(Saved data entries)
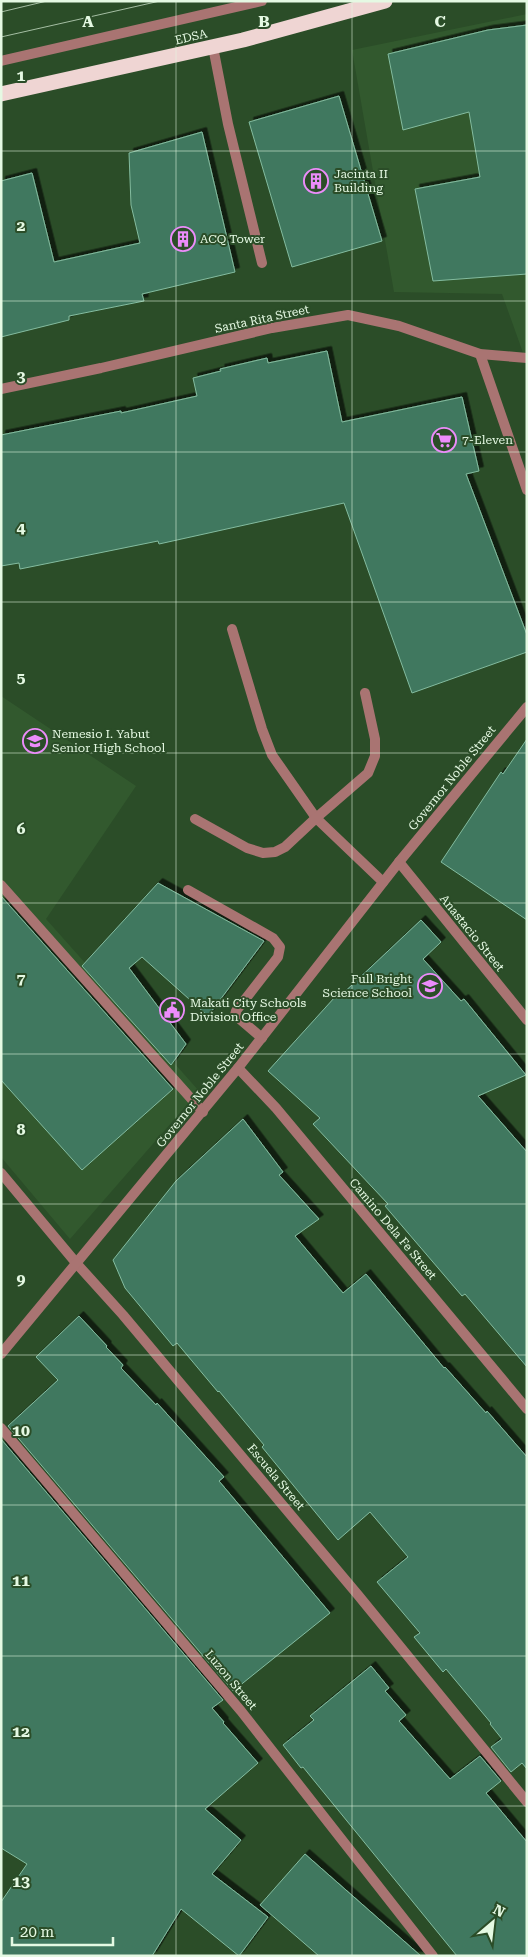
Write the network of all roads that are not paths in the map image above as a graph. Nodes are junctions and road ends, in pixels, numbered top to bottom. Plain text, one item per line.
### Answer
1 (262, 1) edge
2 (385, 1) edge
3 (213, 47) junction
4 (1, 61) edge
5 (1, 94) edge
6 (262, 263) dead end
7 (480, 354) junction
8 (527, 358) edge
9 (1, 389) edge
10 (527, 490) edge
11 (232, 629) dead end
12 (365, 693) dead end
13 (527, 707) edge
14 (316, 818) junction
15 (195, 819) dead end
16 (399, 862) junction
17 (384, 882) junction
18 (1, 885) edge
19 (188, 890) dead end
20 (527, 1020) edge
21 (262, 1038) junction
22 (238, 1068) junction
23 (203, 1112) junction
24 (1, 1172) edge
25 (77, 1264) junction
26 (1, 1354) edge
27 (527, 1409) edge
28 (1, 1428) edge
29 (527, 1802) edge
30 (433, 1956) edge

1 - 4 street
2 - 3 highway, EDSA
3 - 5 highway, EDSA
3 - 6 street
7 - 8 street, Santa Rita Street
7 - 9 street, Santa Rita Street
7 - 10 street
11 - 14 street
12 - 14 street
13 - 16 street, Governor Noble Street
14 - 15 street
14 - 17 street
16 - 17 street, Governor Noble Street
16 - 20 street, Anastacio Street
17 - 21 street, Governor Noble Street
18 - 23 street
19 - 21 street
21 - 22 street, Governor Noble Street
22 - 23 street, Governor Noble Street
22 - 27 street, Camino Dela Fe Street
23 - 25 street, Governor Noble Street
24 - 25 street, Escuela Street
25 - 26 street, Governor Noble Street
25 - 29 street, Escuela Street
28 - 30 street, Luzon Street

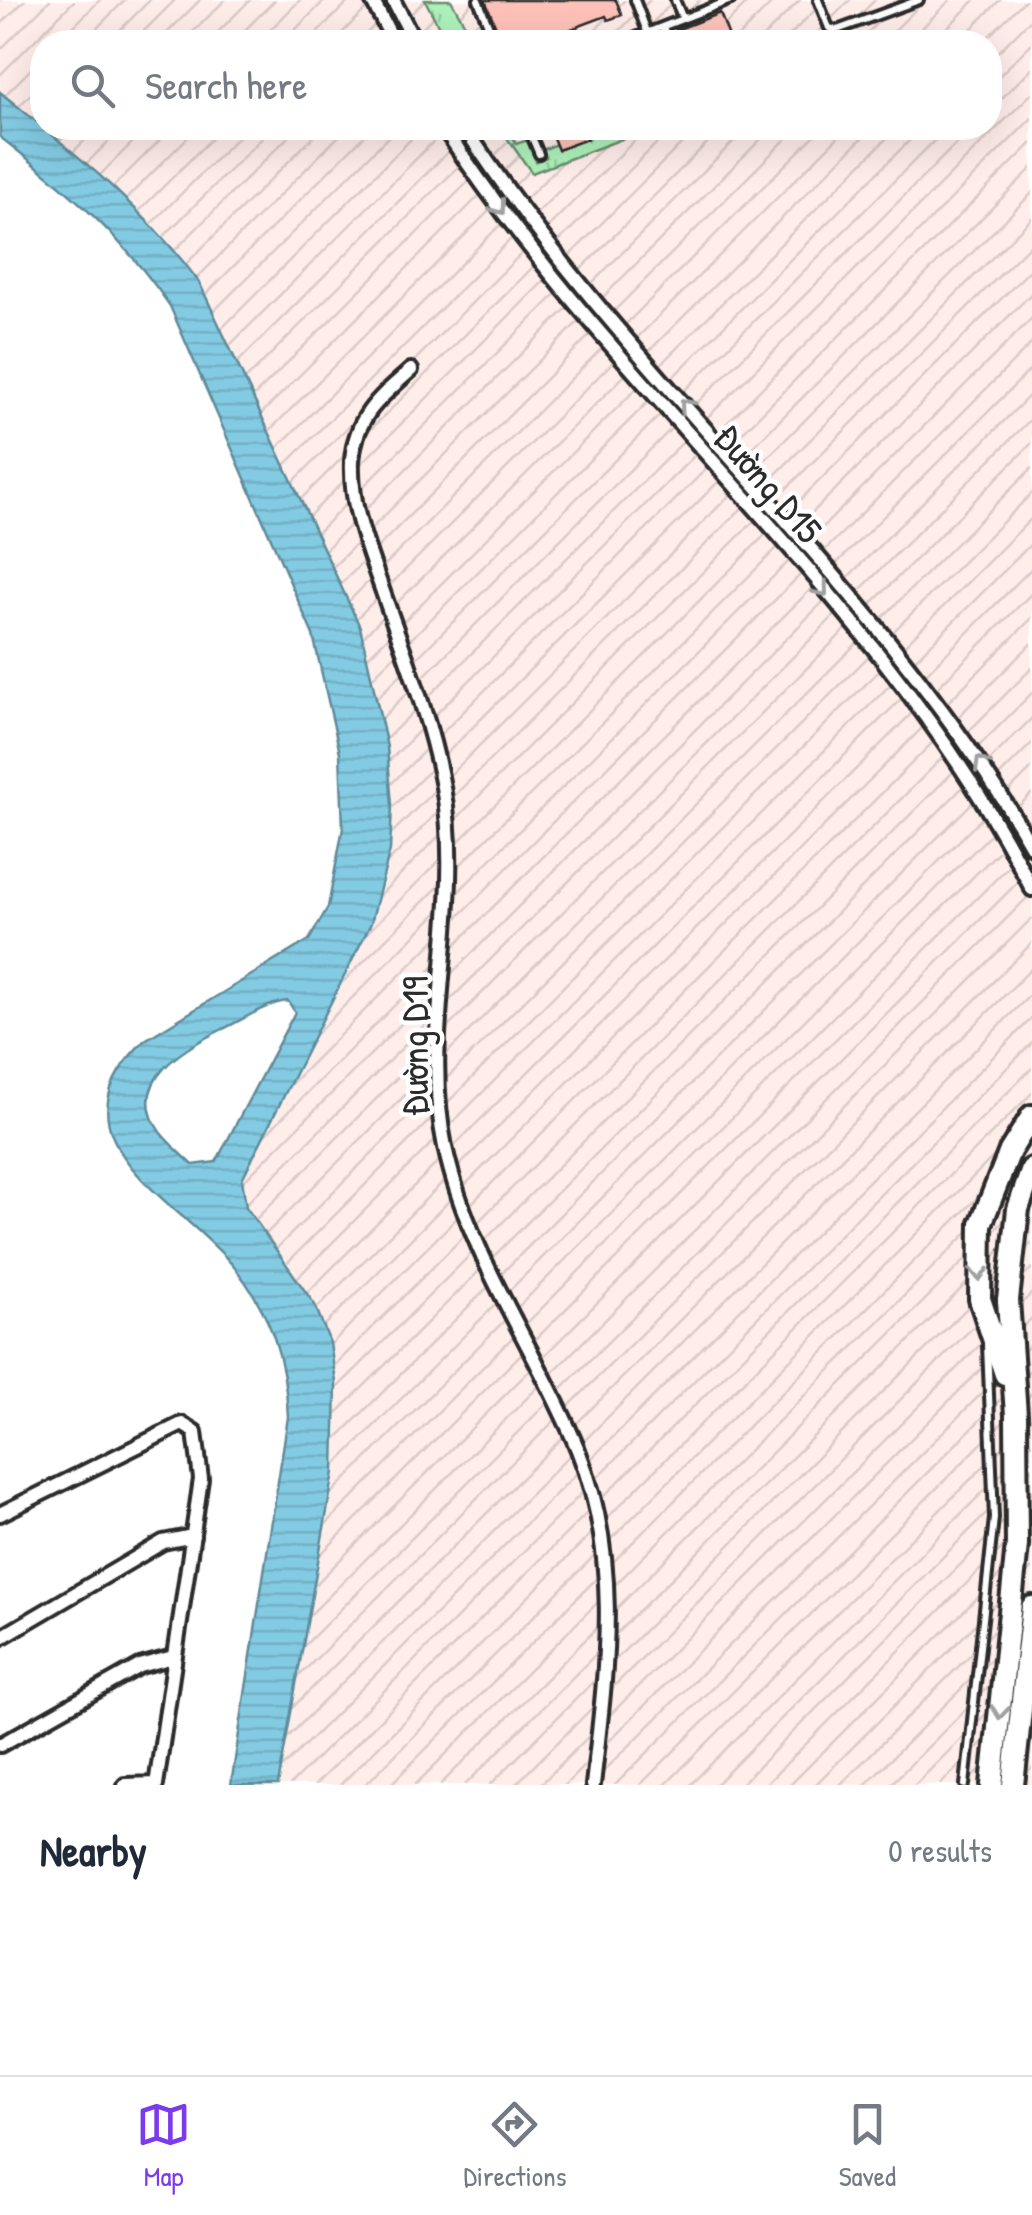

### TASK ITEM
Without the pictures, restate all of the entries word for word.

### YOUR RESPONSE
Write the network of all roads that are not paths in the map image above as a graph. Nodes are junctions and road ends, in pixels, numbered top to bottom. Plain text, one item per line.
### Answer
1 (262, 1) edge
2 (385, 1) edge
3 (213, 47) junction
4 (1, 61) edge
5 (1, 94) edge
6 (262, 263) dead end
7 (480, 354) junction
8 (527, 358) edge
9 (1, 389) edge
10 (527, 490) edge
11 (232, 629) dead end
12 (365, 693) dead end
13 (527, 707) edge
14 (316, 818) junction
15 (195, 819) dead end
16 (399, 862) junction
17 (384, 882) junction
18 (1, 885) edge
19 (188, 890) dead end
20 (527, 1020) edge
21 (262, 1038) junction
22 (238, 1068) junction
23 (203, 1112) junction
24 (1, 1172) edge
25 (77, 1264) junction
26 (1, 1354) edge
27 (527, 1409) edge
28 (1, 1428) edge
29 (527, 1802) edge
30 (433, 1956) edge

1 - 4 street
2 - 3 highway, EDSA
3 - 5 highway, EDSA
3 - 6 street
7 - 8 street, Santa Rita Street
7 - 9 street, Santa Rita Street
7 - 10 street
11 - 14 street
12 - 14 street
13 - 16 street, Governor Noble Street
14 - 15 street
14 - 17 street
16 - 17 street, Governor Noble Street
16 - 20 street, Anastacio Street
17 - 21 street, Governor Noble Street
18 - 23 street
19 - 21 street
21 - 22 street, Governor Noble Street
22 - 23 street, Governor Noble Street
22 - 27 street, Camino Dela Fe Street
23 - 25 street, Governor Noble Street
24 - 25 street, Escuela Street
25 - 26 street, Governor Noble Street
25 - 29 street, Escuela Street
28 - 30 street, Luzon Street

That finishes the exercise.